Bio-inspired amino-acid-functionalized cellulose whiskers incorporated into sulfonated polysulfone for proton exchange membrane

Abstract

Proton exchange membranes with remarkable performance are important for the development of direct methanol fuel cells. Inspired by the proton-conducting mechanism of transmembrane proteins, amino-acid-functionalized cellulose whiskers, are developed as a novel proton-conducting pathway for hybrid proton exchange membranes.
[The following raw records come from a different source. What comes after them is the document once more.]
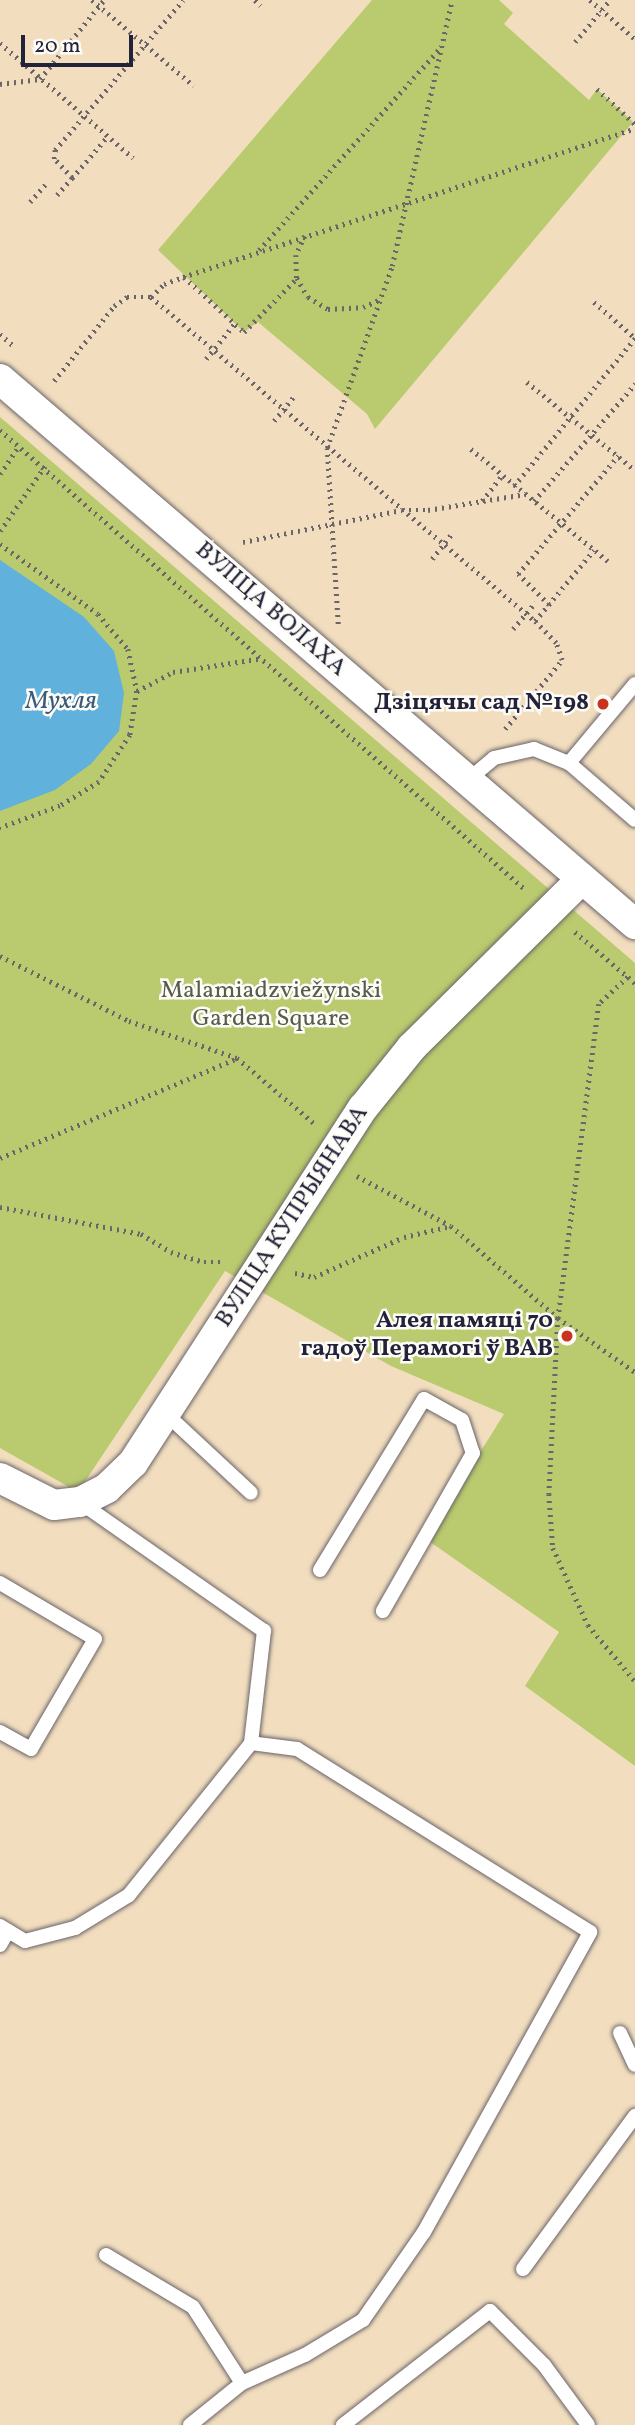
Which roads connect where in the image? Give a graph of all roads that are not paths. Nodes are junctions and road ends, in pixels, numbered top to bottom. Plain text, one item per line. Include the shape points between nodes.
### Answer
1 (0, 379) edge
2 (635, 684) edge
3 (569, 763) junction
4 (468, 780) junction
5 (635, 820) edge
6 (582, 878) junction
7 (635, 924) edge
8 (165, 1413) junction
9 (0, 1478) edge
10 (251, 1493) dead end
11 (80, 1502) junction
12 (320, 1570) dead end
13 (0, 1583) edge
14 (383, 1611) dead end
15 (0, 1732) edge
16 (251, 1743) junction
17 (4, 1928) edge
18 (0, 1945) edge
19 (620, 2033) dead end
20 (635, 2065) edge
21 (635, 2116) edge
22 (106, 2255) dead end
23 (523, 2269) dead end
24 (242, 2383) junction
25 (190, 2425) edge
26 (343, 2425) edge
27 (588, 2425) edge

1 - 4 street, ВУЛІЦА ВОЛАХА
2 - 3 lane
3 - 4 lane via 534,749 494,758
3 - 5 lane
4 - 6 street, ВУЛІЦА ВОЛАХА
6 - 7 street, ВУЛІЦА ВОЛАХА
6 - 8 street, ВУЛІЦА КУПРЫЯНАВА via 412,1047 332,1152
8 - 10 lane
8 - 11 street, ВУЛІЦА КУПРЫЯНАВА via 133,1464 107,1488
9 - 11 street via 54,1505
11 - 16 lane via 264,1631
12 - 14 lane via 424,1399 463,1420 473,1452
13 - 15 lane via 95,1639 31,1749
16 - 17 lane via 129,1895 75,1928 26,1941
16 - 24 lane via 297,1749 590,1932 424,2232 362,2320 304,2356
17 - 18 lane
19 - 20 lane
21 - 23 lane
22 - 24 lane via 193,2307
24 - 25 lane
26 - 27 lane via 490,2311 544,2365

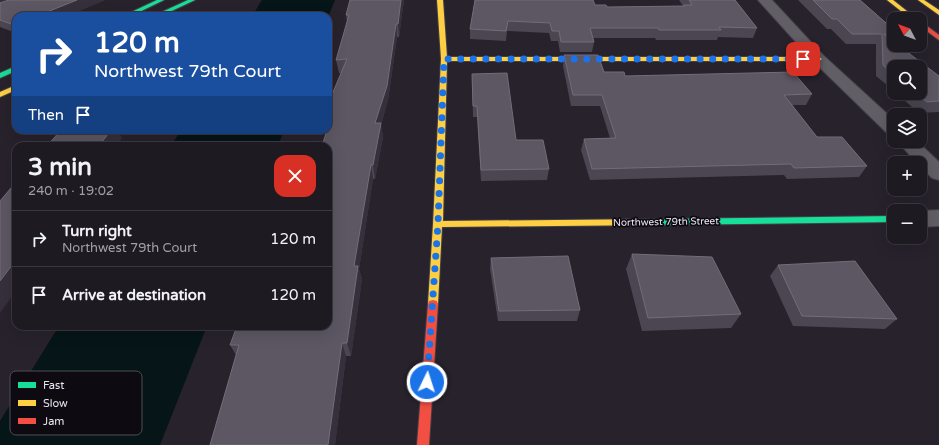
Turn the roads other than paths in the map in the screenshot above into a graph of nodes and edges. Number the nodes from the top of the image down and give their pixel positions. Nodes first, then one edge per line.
1 (161, 0) edge
2 (192, 0) edge
3 (440, 0) edge
4 (765, 0) edge
5 (890, 0) edge
6 (921, 0) edge
7 (135, 12) edge
8 (165, 12) edge
9 (905, 12) edge
10 (939, 13) edge
11 (927, 29) edge
12 (939, 38) edge
13 (444, 59) junction
14 (819, 59) junction
15 (12, 70) edge
16 (0, 76) edge
17 (12, 89) edge
18 (0, 95) edge
19 (887, 123) edge
20 (913, 148) edge
21 (939, 173) edge
22 (939, 218) edge
23 (887, 219) edge
24 (927, 219) edge
25 (438, 224) junction
26 (423, 445) edge

1 - 7 street
2 - 8 street
3 - 13 street
4 - 14 street
5 - 9 street
6 - 10 street
11 - 12 street
13 - 14 street
13 - 25 street
14 - 19 street
15 - 16 street
17 - 18 street
20 - 21 street
22 - 24 street
23 - 25 street, Northwest 79th Street
25 - 26 street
Fmoc-amino acids are immobilized onto the surface of cellulose whiskers to obtain amino acids (Glycine, 5-amino-Valeric acid, l-Serine, l-Asparagine, and l-Leucine) functionalized cellulose whiskers with primary amino groups after Fmoc-deprotection. Proton-conducting mixed-matrix membranes are obtained by incorporating amino-acid-functionalized cellulose whiskers into sulfonated polysulfone. The performance of hybrid proton exchange membranes is evaluated to study the effects of the structure and content of amino acids. Results shows that the introduction of amino acids considerably enhances the proton conductivity. Proton exchange membranes with 4 wt.% and 10 wt.% content of l-Serine-functionalized cellulose whiskers have high proton conductivity of 0.209 S/cm and 0.234 S/cm at 80 °C, respectively. In addition, water uptake, resistance to methanol permeability and single-cell performance are also enhanced. These results indicates that the composition of filler and mixed matrix exhibit remarkable properties, and proton-conducting mixed-matrix membranes are promising materials in direct methanol fuel cells.